Mark to Sue 28
Yesterday, especially last night between 8 and 12, we got the rain you had the previous night. Streets flooded and cars were stalled everywhere. I went out during a lull and waded through 12-14" of water to see cars stalled at every intersection, drivers walking and wading through any available parking lot. With all the large trees we have, tree debris always stops up some drainage path, and watching those areas during heavy storms is a task to which I've appointed myself. With all that going on, I had the urge to write you, but I resisted. While I look forward to hearing from you, I didn't want to make you feel obligated to respond during what I know is an intensely busy time for you.

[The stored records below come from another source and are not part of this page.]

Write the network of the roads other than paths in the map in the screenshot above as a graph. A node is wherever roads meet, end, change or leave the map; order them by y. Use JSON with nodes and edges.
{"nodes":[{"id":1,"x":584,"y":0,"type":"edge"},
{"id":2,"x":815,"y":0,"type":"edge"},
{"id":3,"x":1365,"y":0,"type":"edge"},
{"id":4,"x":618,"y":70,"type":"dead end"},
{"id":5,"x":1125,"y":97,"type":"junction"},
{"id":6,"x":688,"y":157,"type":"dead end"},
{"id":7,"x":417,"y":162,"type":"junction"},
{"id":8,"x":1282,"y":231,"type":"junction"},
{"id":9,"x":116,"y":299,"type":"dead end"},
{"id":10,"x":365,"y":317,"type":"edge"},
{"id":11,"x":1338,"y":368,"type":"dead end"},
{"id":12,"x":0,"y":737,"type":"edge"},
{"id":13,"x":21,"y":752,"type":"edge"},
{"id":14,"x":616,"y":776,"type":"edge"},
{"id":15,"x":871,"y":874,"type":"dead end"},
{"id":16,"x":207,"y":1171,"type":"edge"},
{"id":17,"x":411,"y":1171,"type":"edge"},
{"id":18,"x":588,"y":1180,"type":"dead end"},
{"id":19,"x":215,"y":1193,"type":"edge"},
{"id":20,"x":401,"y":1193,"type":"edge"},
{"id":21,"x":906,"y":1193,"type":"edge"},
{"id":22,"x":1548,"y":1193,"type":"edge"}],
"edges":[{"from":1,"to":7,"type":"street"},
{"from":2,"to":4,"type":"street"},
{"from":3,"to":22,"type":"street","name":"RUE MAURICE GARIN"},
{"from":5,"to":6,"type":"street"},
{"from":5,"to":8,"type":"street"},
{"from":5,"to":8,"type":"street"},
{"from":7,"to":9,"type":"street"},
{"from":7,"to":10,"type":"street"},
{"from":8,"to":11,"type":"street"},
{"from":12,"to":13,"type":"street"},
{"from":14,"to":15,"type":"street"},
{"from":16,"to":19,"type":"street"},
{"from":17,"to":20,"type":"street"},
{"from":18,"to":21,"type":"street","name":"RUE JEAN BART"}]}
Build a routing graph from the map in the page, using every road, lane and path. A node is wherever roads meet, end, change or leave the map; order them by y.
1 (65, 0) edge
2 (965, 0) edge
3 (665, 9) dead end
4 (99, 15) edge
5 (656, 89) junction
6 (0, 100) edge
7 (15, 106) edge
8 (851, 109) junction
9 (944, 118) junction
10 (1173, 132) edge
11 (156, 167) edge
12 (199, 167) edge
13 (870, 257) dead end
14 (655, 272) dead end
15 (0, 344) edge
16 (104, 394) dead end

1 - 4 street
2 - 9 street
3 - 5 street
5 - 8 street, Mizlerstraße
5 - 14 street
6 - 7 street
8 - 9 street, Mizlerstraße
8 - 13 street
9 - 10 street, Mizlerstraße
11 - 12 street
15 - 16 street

Emotional dependence is building from this end, too. It's like the tsunami you described weeks ago, and I'm powerless to control its force. Last night I channel surfed to a Christian station and witnessed a discussion about the cashless society and the Christian's approach to such financial issues. As with most discussions, portents of the mark of the Beast, future calamities, and Second Coming left me disturbed - disturbed about the future. Just a few weeks ago, I was ready for the end, even looking forward to heaven - avoiding more pain here on earth. Financial concerns and future calamities were back burner items. The future just wasn't a concern. Now things are different. This emotional dependence has changed my mind -- now I want this old world to go on a while longer . . . more time to enjoy you!